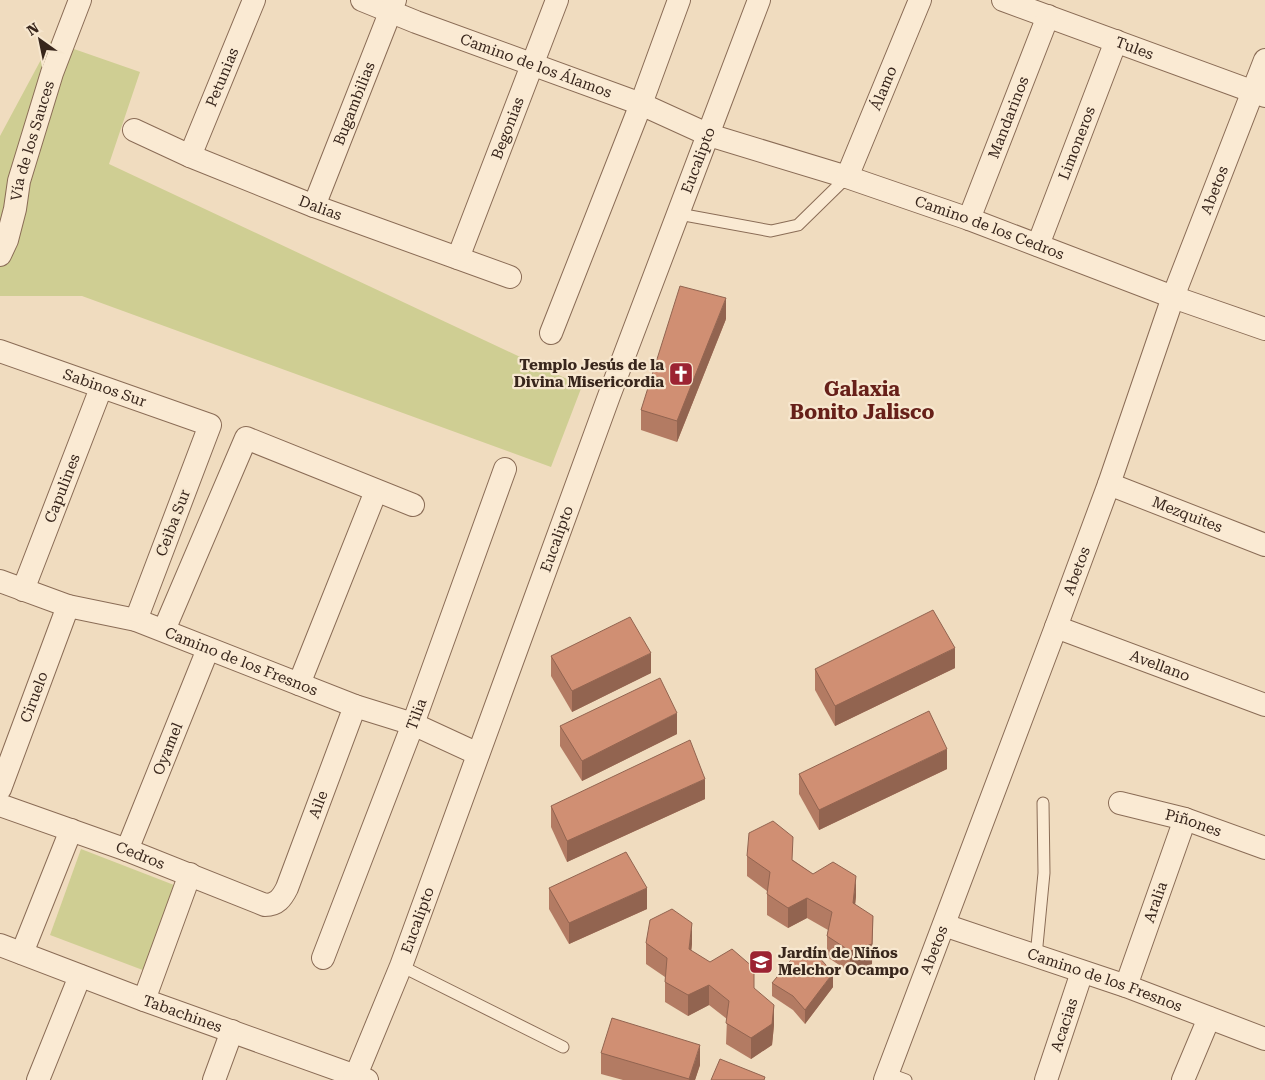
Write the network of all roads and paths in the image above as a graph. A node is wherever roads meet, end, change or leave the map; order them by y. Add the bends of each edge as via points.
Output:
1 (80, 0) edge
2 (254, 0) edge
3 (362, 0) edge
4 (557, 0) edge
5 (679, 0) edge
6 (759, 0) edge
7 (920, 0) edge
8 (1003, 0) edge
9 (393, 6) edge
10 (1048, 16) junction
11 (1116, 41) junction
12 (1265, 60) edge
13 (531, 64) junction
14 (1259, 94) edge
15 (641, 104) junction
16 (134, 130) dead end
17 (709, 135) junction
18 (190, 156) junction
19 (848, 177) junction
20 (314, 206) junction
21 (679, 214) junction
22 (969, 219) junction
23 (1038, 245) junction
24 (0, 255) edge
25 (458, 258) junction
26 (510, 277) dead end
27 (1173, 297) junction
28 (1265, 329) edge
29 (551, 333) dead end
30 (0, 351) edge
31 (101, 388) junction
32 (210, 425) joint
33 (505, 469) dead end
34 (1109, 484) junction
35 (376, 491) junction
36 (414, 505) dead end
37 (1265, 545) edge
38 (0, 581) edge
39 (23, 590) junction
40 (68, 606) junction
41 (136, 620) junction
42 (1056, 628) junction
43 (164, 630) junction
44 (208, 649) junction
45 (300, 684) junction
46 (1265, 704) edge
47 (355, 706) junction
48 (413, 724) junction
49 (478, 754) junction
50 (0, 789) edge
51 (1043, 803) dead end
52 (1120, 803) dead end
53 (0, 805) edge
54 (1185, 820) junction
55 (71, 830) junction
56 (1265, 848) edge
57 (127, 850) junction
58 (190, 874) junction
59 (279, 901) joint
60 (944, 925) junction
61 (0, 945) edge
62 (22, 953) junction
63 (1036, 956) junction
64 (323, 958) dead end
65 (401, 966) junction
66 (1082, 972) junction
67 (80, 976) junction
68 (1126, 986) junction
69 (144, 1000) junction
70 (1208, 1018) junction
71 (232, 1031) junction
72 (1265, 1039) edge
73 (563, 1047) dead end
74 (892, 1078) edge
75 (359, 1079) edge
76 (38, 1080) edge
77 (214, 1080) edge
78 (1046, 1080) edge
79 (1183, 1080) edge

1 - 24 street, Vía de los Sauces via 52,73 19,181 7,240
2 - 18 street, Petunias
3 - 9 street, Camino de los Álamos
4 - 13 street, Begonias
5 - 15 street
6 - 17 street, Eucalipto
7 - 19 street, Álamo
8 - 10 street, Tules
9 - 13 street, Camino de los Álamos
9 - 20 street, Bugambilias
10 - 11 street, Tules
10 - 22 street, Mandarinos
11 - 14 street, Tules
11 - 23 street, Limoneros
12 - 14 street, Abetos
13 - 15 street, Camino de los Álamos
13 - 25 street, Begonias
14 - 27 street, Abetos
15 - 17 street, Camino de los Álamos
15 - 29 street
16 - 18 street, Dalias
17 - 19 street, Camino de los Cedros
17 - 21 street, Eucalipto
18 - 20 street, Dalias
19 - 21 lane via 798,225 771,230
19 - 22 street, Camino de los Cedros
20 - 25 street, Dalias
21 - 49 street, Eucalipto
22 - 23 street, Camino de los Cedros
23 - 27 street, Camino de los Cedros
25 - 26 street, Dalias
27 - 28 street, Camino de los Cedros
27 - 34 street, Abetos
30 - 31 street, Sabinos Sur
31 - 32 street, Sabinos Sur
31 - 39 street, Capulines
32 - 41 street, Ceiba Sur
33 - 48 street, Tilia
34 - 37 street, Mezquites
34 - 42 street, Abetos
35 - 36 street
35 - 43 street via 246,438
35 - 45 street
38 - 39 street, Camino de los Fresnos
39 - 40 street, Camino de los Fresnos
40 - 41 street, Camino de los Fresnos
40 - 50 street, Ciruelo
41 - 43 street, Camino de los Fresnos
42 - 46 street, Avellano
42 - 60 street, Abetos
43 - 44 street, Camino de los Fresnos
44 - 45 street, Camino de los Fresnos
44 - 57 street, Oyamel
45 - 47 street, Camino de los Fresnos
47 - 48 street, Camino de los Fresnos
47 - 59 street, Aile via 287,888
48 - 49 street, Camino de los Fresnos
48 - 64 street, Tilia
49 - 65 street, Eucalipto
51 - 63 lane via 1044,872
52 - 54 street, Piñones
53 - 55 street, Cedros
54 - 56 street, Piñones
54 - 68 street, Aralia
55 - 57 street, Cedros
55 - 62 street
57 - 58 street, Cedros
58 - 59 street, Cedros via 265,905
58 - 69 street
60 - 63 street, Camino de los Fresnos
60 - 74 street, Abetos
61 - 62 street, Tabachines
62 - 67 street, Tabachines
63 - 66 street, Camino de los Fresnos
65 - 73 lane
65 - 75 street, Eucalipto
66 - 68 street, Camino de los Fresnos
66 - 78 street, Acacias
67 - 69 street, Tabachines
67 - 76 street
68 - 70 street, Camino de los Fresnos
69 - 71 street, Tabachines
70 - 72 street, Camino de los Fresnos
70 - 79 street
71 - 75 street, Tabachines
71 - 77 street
━━━━━━━━━━━━━━━━
Aim of the exercise:
Go through the records above and report how many lines contain "Begonias". Write the number only.

Answer to the problem:
2